And she said her initial appt is 2-3hrs and then 90mins after that (biweekly)

Is this normal?


----------



## Almostrecovered (Jul 14, 2011)

shop around a bit more, if she was quick to call you back then it could be because her prices are out of line


----------



## KathyBatesel (Apr 26, 2012)

You can also ask if she'll negotiate her hourly rates. 

Your situation with your husband and his coworker/friend reminds me of why I believe the best defense is a good offense: I'd become best pals with her quick, fast, and in a hurry. It doesn't sound like she's trying to invade your turf, but just to be safe, I'd rather affair-proof my marriage using trust and positive regard than by trying to impose rules and limitations. As they say, "Keep your friends close, and your enemies closer."


----------



## yellowstar (Jun 18, 2012)

KathyBatesel said:


> You can also ask if she'll negotiate her hourly rates.
> 
> Your situation with your husband and his coworker/friend reminds me of why I believe the best defense is a good offense: I'd become best pals with her quick, fast, and in a hurry. It doesn't sound like she's trying to invade your turf, but just to be safe, I'd rather affair-proof my marriage using trust and positive regard than by trying to impose rules and limitations. As they say, "Keep your friends close, and your enemies closer."

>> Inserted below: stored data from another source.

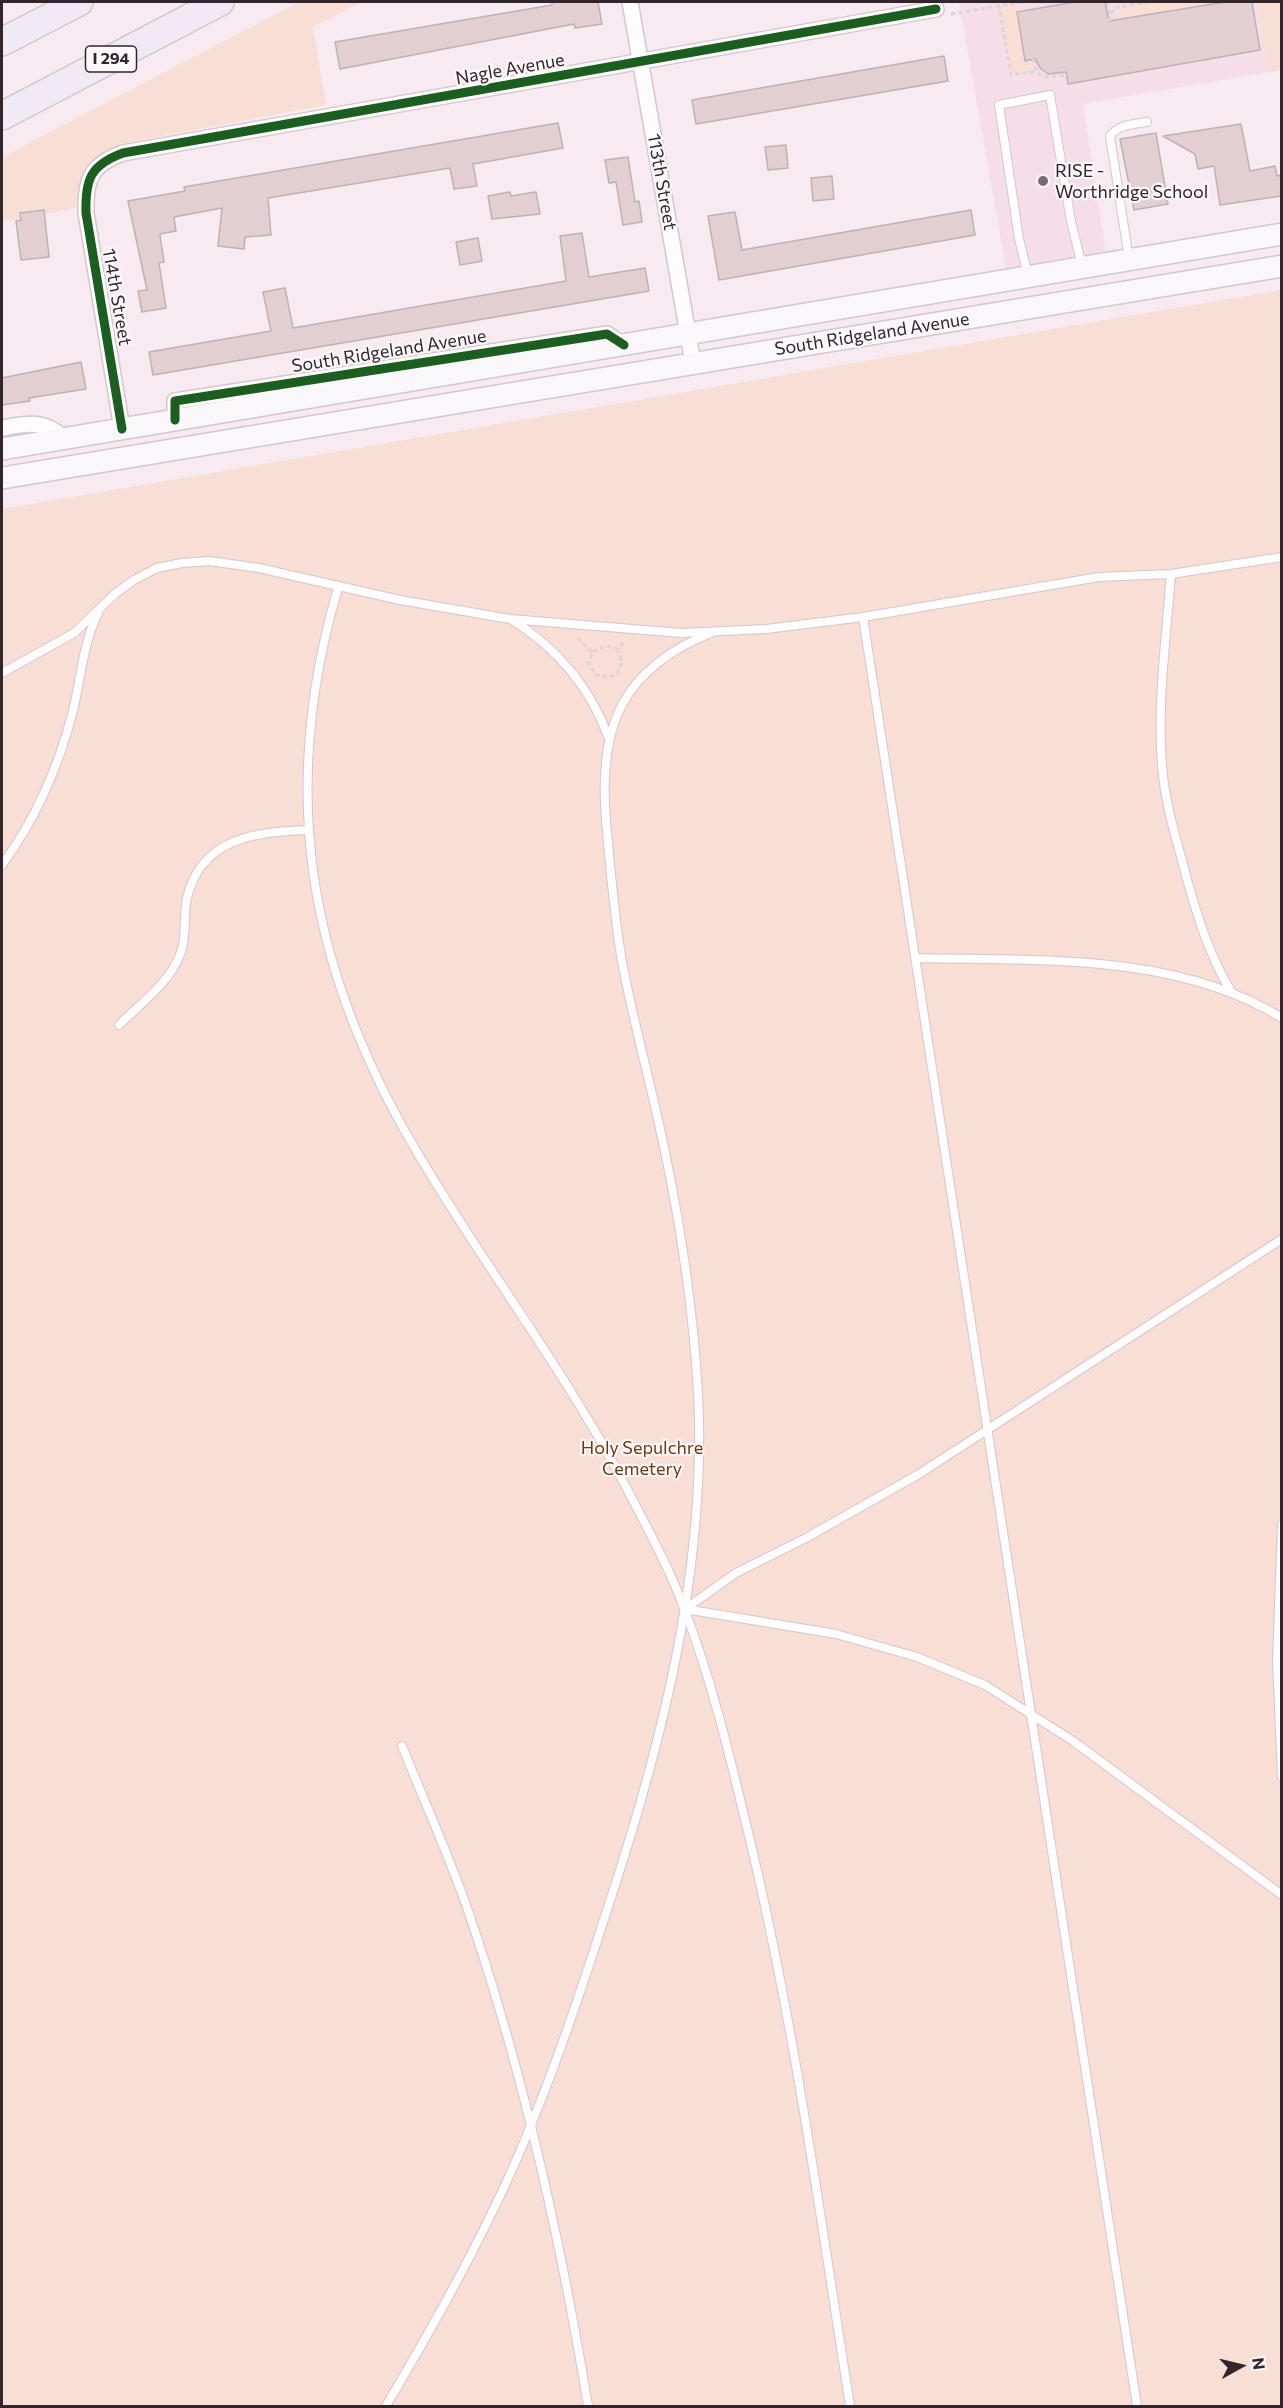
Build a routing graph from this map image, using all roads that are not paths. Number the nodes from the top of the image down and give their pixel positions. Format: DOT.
graph roads {
  1 [pos="79,2"];
  2 [pos="220,2"];
  3 [pos="630,2"];
  4 [pos="943,12"];
  5 [pos="2,42"];
  6 [pos="641,63"];
  7 [pos="2,116"];
  8 [pos="1147,122"];
  9 [pos="93,171"];
  10 [pos="1281,234"];
  11 [pos="1129,260"];
  12 [pos="1281,266"];
  13 [pos="1082,268"];
  14 [pos="1028,277"];
  15 [pos="688,334"];
  16 [pos="693,363"];
  17 [pos="2,428"];
  18 [pos="122,429"];
  19 [pos="63,438"];
  20 [pos="2,449"];
  21 [pos="2,478"];
  22 [pos="1281,557"];
  23 [pos="1171,574"];
  24 [pos="338,588"];
  25 [pos="100,609"];
  26 [pos="864,617"];
  27 [pos="510,619"];
  28 [pos="713,632"];
  29 [pos="2,673"];
  30 [pos="608,737"];
  31 [pos="307,830"];
  32 [pos="2,865"];
  33 [pos="916,958"];
  34 [pos="1232,993"];
  35 [pos="1281,1018"];
  36 [pos="119,1025"];
  37 [pos="1281,1239"];
  38 [pos="989,1430"];
  39 [pos="1281,1524"];
  40 [pos="685,1609"];
  41 [pos="1033,1714"];
  42 [pos="402,1746"];
  43 [pos="1281,1777"];
  44 [pos="1281,1896"];
  45 [pos="530,2124"];
  46 [pos="386,2406"];
  47 [pos="588,2406"];
  48 [pos="850,2406"];
  49 [pos="1137,2406"];
  1 -- 5 [label="highway"];
  2 -- 7 [label="highway, I 294"];
  3 -- 6 [label="street, 113th Street"];
  4 -- 6 [label="street, Nagle Avenue"];
  6 -- 9 [label="street, Nagle Avenue"];
  6 -- 15 [label="street, 113th Street"];
  8 -- 11 [label="lane"];
  9 -- 18 [label="street, 114th Street"];
  10 -- 11 [label="main road, South Ridgeland Avenue"];
  11 -- 13 [label="main road, South Ridgeland Avenue"];
  12 -- 16 [label="main road, South Ridgeland Avenue"];
  13 -- 14 [label="main road, South Ridgeland Avenue"];
  13 -- 14 [label="lane"];
  14 -- 15 [label="main road, South Ridgeland Avenue"];
  15 -- 16 [label="street, 113th Street"];
  15 -- 18 [label="main road, South Ridgeland Avenue"];
  16 -- 21 [label="main road, South Ridgeland Avenue"];
  17 -- 19 [label="street"];
  18 -- 19 [label="main road, South Ridgeland Avenue"];
  19 -- 20 [label="main road, South Ridgeland Avenue"];
  22 -- 23 [label="lane"];
  23 -- 26 [label="lane"];
  23 -- 34 [label="lane"];
  24 -- 25 [label="lane"];
  24 -- 27 [label="lane"];
  24 -- 31 [label="lane"];
  25 -- 29 [label="lane"];
  25 -- 32 [label="lane"];
  26 -- 28 [label="lane"];
  26 -- 33 [label="lane"];
  27 -- 28 [label="lane"];
  27 -- 30 [label="lane"];
  28 -- 30 [label="lane"];
  30 -- 40 [label="lane"];
  31 -- 36 [label="lane"];
  31 -- 40 [label="lane"];
  33 -- 34 [label="lane"];
  33 -- 38 [label="lane"];
  34 -- 35 [label="lane"];
  37 -- 38 [label="lane"];
  38 -- 40 [label="lane"];
  38 -- 41 [label="lane"];
  39 -- 43 [label="lane"];
  40 -- 41 [label="lane"];
  40 -- 45 [label="lane"];
  40 -- 48 [label="lane"];
  41 -- 44 [label="lane"];
  41 -- 49 [label="lane"];
  42 -- 45 [label="lane"];
  45 -- 46 [label="lane"];
  45 -- 47 [label="lane"];
}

I should have added, when this initially all started (they were friends and her offering to bring us a meal when we had first child), HER and I were in book club together. So while we weren't exactly good friends, we were kind-of friends, got along, etc. In fact I invited her and a few others from book club to my baby shower and all of them came. After this started to get uncomfortable for me and he stopped talking to her at work, she sent an email to him basically saying...whatever you have to atone for is on you, I never wanted to come in between you two. And my offer to bring food was completely benign. 

I felt a little bad then but I still wanted to solid-proof my marriage and I wasn't totally comfortable with it. Husband was annoyed with the whole situation, saying he wishes he never made the mistake to look at facebook that many times (her page) because he just wanted all of us to be friends. 

Now a couple of years later, I just want the whole thing over with. He does work with her everyday (in a group with others) so we have to manage or agree with what we're both comfortable with.


----------



## KathyBatesel (Apr 26, 2012)

yellowstar said:


> I should have added, when this initially all started (they were friends and her offering to bring us a meal when we had first child), HER and I were in book club together. So while we weren't exactly good friends, we were kind-of friends, got along, etc. In fact I invited her and a few others from book club to my baby shower and all of them came. After this started to get uncomfortable for me and he stopped talking to her at work, she sent an email to him basically saying...whatever you have to atone for is on you, I never wanted to come in between you two. And my offer to bring food was completely benign.
> 
> I felt a little bad then but I still wanted to solid-proof my marriage and I wasn't totally comfortable with it. Husband was annoyed with the whole situation, saying he wishes he never made the mistake to look at facebook that many times (her page) because he just wanted all of us to be friends.
> 
> Now a couple of years later, I just want the whole thing over with. He does work with her everyday (in a group with others) so we have to manage or agree with what we're both comfortable with.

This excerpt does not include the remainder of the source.